C:\Program Files, including both the 32- and 64-bit directories, weighed in at 12GB. So MS Office, Adobe Creative Suite, Roxio Easy Media Creator, World of Warcraft, and a handful of other desktop programs take up roughly the same amount of space as the platform they run on. Again, I'm shocked at the sheer size of Windows Vista, which I must remind you is merely an environment for running the aforementioned desktop applications.
So I had less than 2GB of free space, but something didn't quite add up -- literally. If I turned on the option to show hidden files and folders, then selected everything in the C:\ directory, then looked at the group's properties, I only came up with 25GB. So if Explorer said I was using more than 31GB, but I only had enough files for 25GB, where is the missing ~6GB? Is it possible that Vista actually has a 6GB swap file someplace hidden beyond what Explorer can see? That would be ridiculous, but so is an operating system that occupies almost 12GB by itself.
Putting aside the missing 6GB for a moment, I decided to run the built-in Disk Cleanup function to see if there were any unnecessary files I was unaware of. I know that I have personally deleted installation files that I've downloaded, that the Recycle Bin is perpetually empty, and that I hadn't done enough Web browsing on this operating system to accrue a significant number of Web cache files. Incredibly, though, there were 3.59GB worth of files to clean out of Windows Vista -- files I never had any control over or purpose for. 8MB of thumbnail images, 1.27GB "temporary files" (whatever those are), 292MB under various categories related to something called "Windows Error Reporting and Solution Checking," and 2GB wasted on something known as "Hibernation File Cleaner." I have no idea what these things are -- I mean, I have some good guesses, but how would I find out for sure? -- and I was not aware that I was doing anything that would cause all of this cruft to build up over the scant few hours (over the course of several weeks) this operating system has actually been used since I installed it.

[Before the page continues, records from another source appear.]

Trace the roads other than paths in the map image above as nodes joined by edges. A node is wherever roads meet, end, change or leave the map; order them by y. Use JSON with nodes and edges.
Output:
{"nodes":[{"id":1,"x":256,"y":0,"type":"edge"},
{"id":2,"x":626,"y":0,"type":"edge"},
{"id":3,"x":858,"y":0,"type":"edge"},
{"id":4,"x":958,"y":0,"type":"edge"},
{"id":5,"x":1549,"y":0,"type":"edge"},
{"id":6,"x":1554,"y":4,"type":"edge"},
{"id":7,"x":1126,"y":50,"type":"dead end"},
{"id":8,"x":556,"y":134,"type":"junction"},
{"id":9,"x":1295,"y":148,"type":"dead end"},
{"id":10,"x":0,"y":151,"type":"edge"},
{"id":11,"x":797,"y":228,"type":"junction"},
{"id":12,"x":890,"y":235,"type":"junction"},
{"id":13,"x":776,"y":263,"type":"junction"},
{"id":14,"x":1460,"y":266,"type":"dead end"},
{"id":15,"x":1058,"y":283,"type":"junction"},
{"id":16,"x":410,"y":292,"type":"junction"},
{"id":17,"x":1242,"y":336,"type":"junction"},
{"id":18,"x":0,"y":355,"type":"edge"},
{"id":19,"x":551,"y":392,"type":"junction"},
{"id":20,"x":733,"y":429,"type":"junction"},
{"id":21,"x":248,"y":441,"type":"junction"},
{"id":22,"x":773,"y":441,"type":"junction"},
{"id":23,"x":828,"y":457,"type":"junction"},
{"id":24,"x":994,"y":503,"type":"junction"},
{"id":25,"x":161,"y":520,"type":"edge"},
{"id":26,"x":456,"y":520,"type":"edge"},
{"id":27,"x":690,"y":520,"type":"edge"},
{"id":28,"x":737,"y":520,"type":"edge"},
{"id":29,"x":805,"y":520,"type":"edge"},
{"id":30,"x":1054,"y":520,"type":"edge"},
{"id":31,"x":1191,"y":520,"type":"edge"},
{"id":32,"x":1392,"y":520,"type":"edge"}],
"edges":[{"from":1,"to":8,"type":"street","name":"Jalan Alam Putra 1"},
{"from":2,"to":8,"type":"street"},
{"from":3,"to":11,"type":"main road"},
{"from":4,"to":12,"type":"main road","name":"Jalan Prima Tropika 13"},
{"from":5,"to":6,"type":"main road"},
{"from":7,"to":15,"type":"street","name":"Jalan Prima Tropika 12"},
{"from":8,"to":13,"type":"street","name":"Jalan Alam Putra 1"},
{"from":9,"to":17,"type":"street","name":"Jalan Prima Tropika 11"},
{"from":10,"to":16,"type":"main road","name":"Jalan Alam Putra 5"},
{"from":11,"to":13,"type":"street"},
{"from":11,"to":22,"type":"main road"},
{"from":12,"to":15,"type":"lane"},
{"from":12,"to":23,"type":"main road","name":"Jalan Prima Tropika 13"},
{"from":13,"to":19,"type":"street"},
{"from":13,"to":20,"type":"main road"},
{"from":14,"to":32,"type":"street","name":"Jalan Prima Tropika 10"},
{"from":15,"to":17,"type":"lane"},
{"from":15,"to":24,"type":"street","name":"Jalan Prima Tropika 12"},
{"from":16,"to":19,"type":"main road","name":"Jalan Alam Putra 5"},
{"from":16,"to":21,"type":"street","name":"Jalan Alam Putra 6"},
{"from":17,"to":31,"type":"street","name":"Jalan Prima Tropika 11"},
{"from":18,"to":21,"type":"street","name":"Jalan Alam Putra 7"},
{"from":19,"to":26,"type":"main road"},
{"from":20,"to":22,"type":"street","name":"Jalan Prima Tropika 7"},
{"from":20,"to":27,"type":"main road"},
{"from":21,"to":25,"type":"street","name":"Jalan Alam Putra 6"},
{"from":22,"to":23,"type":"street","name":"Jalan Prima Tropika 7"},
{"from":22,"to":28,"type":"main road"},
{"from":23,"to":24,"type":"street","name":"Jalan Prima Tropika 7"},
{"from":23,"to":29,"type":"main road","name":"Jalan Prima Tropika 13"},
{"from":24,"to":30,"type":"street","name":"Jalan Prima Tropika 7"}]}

After Disk Cleanup was over, I re-checked the difference between what all of the files and folders reported and what Disk Properties showed in terms of occupied drive space. This time it was 24.6GB in the file view, and 29GB in the Properties dialogue. So my 6GB deficit was reduced to 4.4GB, which is still an unacceptable amount of "missing" space as far as I'm concerned.
Hopping over to my Mandriva 2007 Spring AMD64 workstation, df -h shows that all of my installed software (a lot!)plus the operating system adds up to 19GB, and personal data (including a few VMware images, World of Warcraft, and tons of pictures, project files, Web site code, and some unedited home videos that I haven't gotten around to editing and compressing) is around 53GB. The size of the data will remain consistent across platforms, though -- it's the same on Linux as it is on BSD or Windows. One way or the other, there is no way all of this would fit on a 36GB drive. But if I needed to do software testing with very little data and a lot of programs, with Linux, BSD, or Windows 2000 or XP (my entire gigantic WinXP stack, including a significant amount of test data, is around 47GB) I could easily fit everything on the Raptor drive.
So the questions are: How big is your desktop software stack? Do you know how all of the space is being used? Even if I were to research the topic further and gain an understanding of what the Disk Cleanup cruft was, how would I manage to prevent it from accruing in the future? If I had chosen a larger hard drive and used Windows Vista more frequently over a longer period of time, would the entire drive eventually fill up with unnecessary garbage? I'll leave you with one last question: What does this say about the long-term stability of Windows Vista?